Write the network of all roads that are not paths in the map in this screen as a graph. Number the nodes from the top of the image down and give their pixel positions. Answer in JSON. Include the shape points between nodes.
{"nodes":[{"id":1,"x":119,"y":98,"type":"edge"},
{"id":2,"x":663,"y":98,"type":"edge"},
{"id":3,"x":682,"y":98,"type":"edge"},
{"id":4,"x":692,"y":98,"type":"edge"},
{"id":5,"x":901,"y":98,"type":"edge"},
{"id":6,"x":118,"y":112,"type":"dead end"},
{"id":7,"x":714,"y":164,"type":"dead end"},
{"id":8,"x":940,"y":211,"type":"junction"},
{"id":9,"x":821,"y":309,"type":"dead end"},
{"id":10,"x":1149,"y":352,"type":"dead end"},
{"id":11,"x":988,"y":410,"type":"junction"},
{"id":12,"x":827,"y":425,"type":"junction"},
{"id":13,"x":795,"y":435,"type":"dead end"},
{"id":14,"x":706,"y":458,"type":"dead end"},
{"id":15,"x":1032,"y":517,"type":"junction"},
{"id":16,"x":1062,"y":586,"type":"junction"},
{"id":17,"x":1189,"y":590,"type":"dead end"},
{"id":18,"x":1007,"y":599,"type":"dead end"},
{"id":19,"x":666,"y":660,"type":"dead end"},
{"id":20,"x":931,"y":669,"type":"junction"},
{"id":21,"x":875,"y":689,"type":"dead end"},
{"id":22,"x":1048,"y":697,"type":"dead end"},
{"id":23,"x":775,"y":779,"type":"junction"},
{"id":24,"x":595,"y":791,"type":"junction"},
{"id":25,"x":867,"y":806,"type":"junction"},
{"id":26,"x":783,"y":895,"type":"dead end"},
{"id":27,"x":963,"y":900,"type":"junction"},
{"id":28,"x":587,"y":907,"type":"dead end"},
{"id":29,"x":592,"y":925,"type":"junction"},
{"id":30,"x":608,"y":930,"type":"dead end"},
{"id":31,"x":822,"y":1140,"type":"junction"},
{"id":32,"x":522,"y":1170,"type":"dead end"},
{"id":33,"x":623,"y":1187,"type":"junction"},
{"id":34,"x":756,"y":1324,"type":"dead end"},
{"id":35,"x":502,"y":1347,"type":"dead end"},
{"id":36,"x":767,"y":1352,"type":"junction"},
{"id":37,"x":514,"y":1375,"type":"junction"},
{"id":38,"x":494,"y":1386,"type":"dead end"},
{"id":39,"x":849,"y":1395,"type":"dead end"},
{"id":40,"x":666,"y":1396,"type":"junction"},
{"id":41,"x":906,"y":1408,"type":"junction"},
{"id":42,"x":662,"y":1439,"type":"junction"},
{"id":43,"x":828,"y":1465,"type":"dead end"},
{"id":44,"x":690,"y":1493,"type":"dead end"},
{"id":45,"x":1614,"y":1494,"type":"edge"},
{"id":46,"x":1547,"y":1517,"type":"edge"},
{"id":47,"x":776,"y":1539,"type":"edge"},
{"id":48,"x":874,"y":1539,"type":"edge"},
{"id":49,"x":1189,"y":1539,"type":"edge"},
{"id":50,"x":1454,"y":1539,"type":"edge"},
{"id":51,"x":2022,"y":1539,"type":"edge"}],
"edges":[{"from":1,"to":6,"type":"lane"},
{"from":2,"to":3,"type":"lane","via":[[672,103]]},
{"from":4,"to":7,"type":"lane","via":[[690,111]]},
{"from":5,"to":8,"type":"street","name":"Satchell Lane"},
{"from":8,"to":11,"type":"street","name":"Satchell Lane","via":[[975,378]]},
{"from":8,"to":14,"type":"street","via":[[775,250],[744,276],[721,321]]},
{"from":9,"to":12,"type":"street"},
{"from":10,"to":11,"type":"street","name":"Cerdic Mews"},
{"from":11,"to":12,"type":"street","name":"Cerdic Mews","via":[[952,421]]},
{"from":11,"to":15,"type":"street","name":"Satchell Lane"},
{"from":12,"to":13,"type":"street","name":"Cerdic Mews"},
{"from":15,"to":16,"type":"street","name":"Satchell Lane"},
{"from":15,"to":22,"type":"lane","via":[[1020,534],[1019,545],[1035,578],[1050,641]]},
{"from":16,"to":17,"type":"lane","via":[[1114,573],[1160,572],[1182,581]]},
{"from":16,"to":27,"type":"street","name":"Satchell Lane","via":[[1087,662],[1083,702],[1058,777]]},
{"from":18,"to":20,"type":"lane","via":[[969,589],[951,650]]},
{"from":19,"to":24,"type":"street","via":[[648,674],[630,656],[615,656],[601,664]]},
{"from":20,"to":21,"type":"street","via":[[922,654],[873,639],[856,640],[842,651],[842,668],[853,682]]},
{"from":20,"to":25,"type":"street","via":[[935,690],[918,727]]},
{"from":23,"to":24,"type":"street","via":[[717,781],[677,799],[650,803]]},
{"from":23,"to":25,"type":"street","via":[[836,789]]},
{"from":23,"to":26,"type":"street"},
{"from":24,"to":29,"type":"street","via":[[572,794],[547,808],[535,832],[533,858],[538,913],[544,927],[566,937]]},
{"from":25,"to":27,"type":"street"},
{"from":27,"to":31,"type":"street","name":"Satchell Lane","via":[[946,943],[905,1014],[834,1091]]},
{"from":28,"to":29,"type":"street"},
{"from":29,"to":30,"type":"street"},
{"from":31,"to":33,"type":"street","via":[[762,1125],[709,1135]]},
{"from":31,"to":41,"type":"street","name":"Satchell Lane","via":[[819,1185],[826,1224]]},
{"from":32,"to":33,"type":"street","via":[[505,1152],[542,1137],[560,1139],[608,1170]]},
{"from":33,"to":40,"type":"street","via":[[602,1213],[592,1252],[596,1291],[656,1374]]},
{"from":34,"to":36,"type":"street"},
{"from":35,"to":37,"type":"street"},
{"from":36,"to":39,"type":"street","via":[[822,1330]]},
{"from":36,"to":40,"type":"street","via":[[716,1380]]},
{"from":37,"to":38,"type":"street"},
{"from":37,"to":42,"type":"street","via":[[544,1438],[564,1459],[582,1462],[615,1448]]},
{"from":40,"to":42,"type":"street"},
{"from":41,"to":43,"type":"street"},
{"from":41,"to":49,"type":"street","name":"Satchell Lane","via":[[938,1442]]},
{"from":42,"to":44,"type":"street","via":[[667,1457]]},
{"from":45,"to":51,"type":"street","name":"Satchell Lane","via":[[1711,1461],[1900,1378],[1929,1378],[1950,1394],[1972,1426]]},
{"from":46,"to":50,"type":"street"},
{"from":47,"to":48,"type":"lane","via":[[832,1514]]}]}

*-*-*

**Instructions for the task:** Every line in the entries that contains the word "Cerdic" should be counted, and the total stated alone.

**Expected answer:** 3